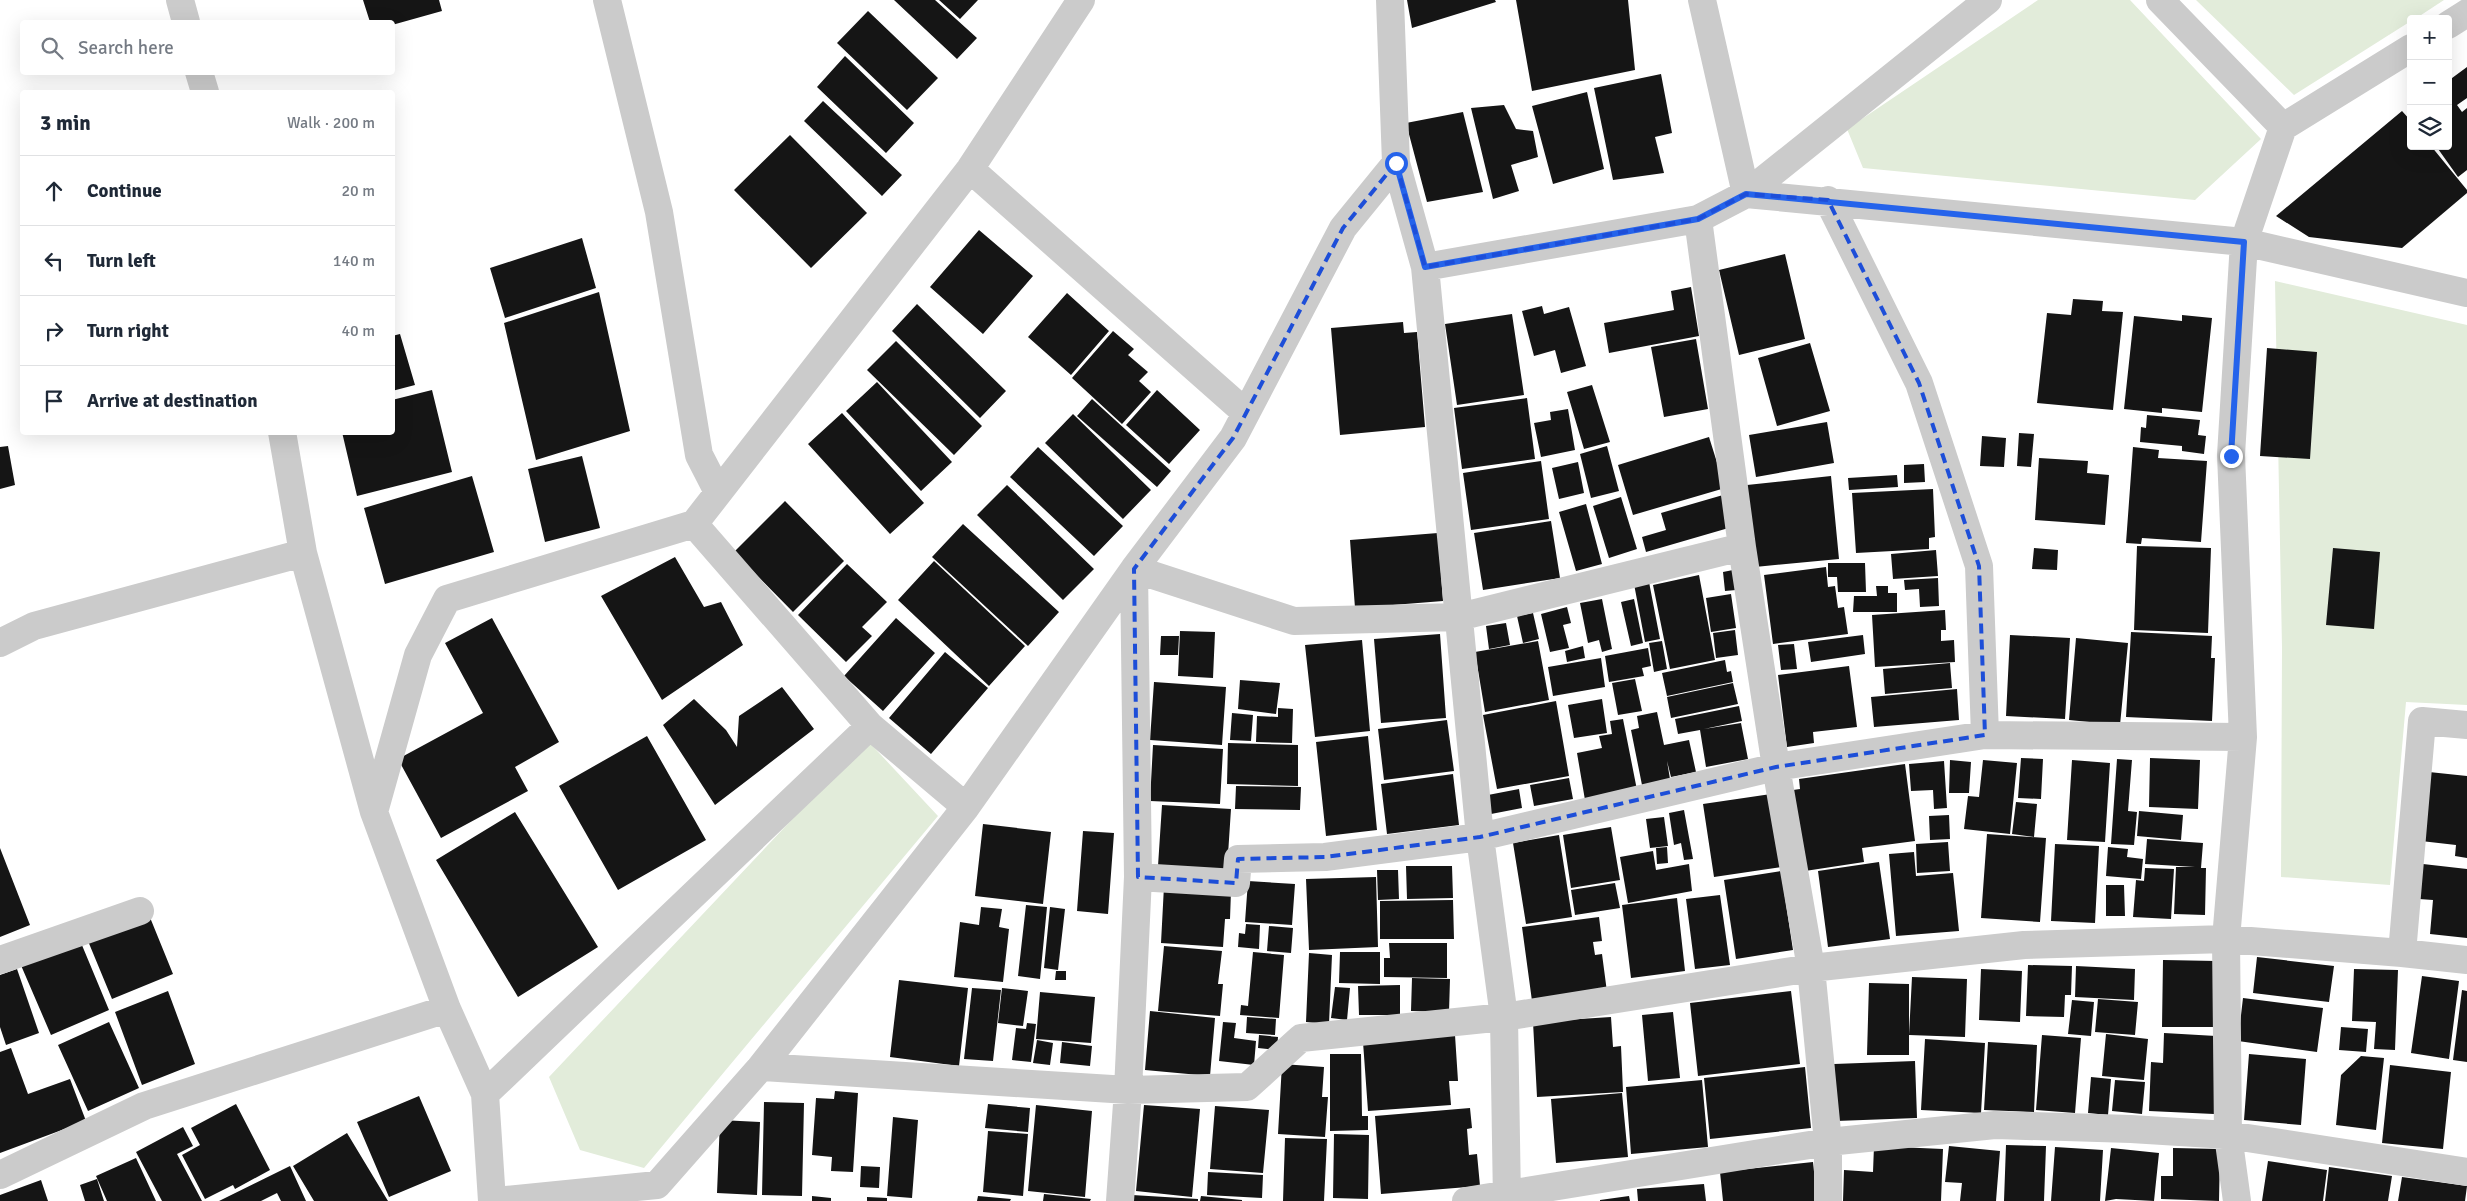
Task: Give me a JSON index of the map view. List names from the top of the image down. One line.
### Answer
{"page":{"map_buttons":["+","−"],"search":"Search here","heading":["3 min","Walk · 200 m"],"list":[["Continue","20 m"],["Turn left","140 m"],["Turn right","40 m"],"Arrive at destination"]}}
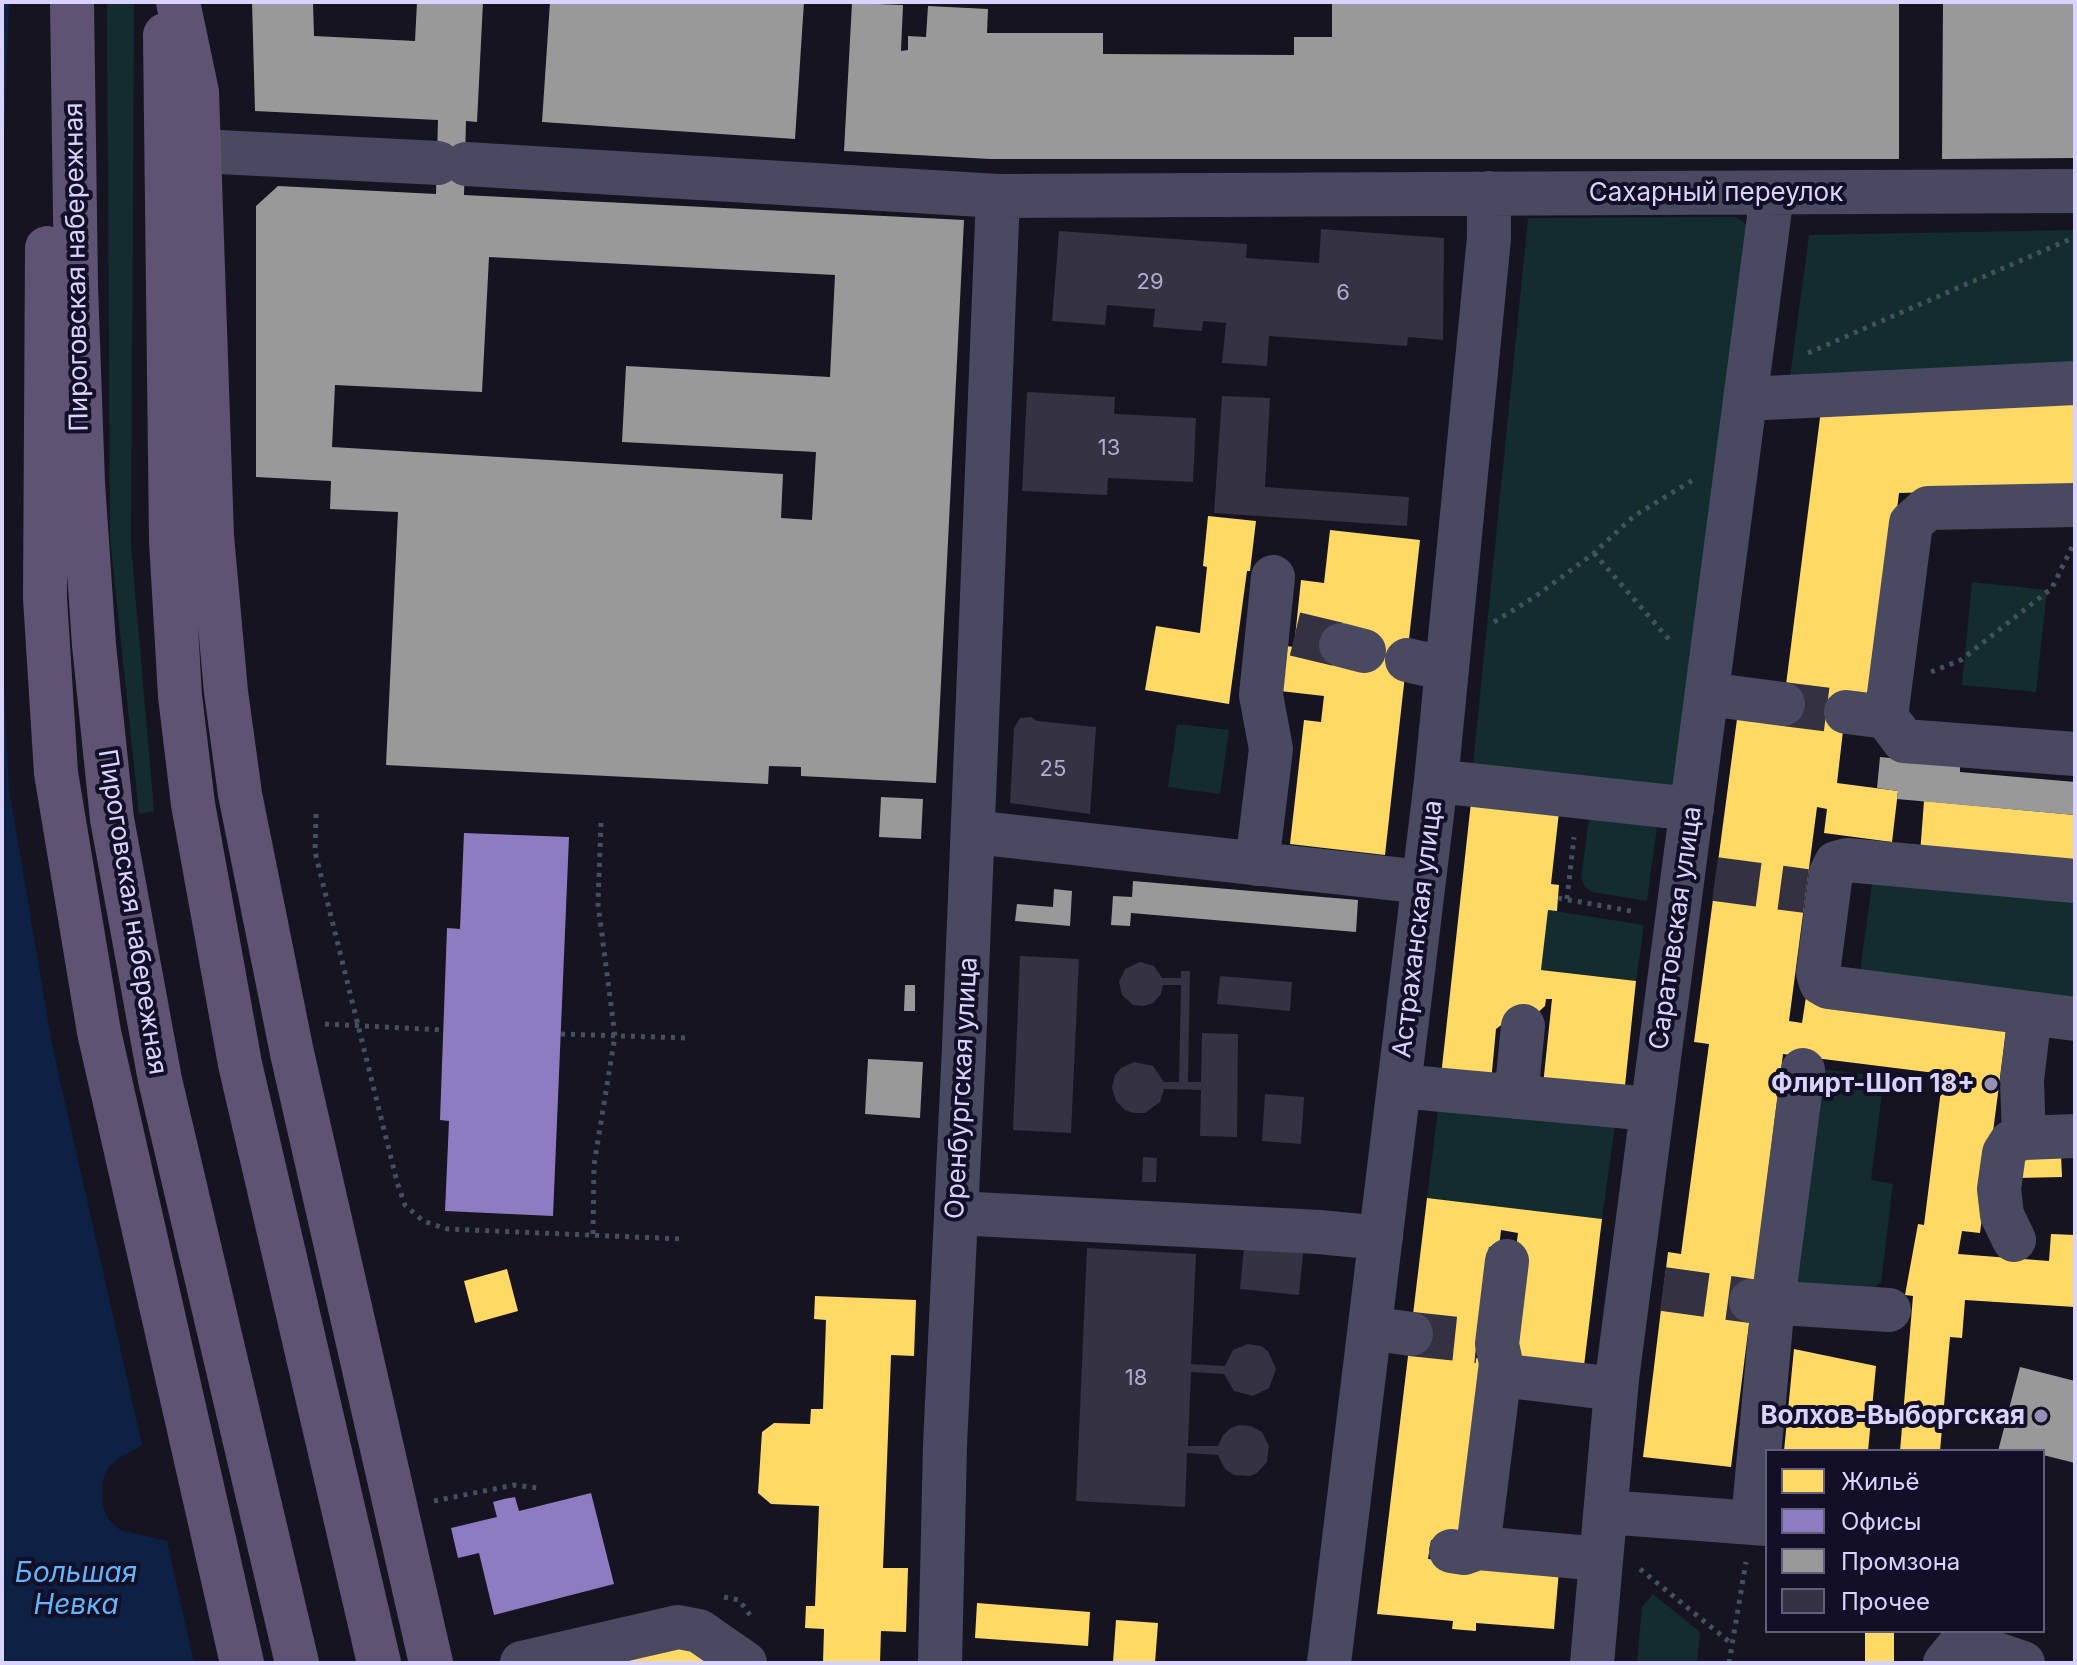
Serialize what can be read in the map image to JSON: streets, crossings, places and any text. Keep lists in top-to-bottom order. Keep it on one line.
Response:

*EXERCISE INSTRUCTIONS*
Leave out the pictures and set down everything else in the entries above exactly.

*RESULT OF THIS TASK*
Task: Give me a JSON index of the map view. List names from the top of the image down. One line.
### Answer
{"page":{"map_buttons":["+","−"],"search":"Search here","heading":["3 min","Walk · 200 m"],"list":[["Continue","20 m"],["Turn left","140 m"],["Turn right","40 m"],"Arrive at destination"]}}
Serialize what can be read in the map image to JSON: streets, crossings, places and any text. Keep lists in top-to-bottom order. Keep it on one line.
Response:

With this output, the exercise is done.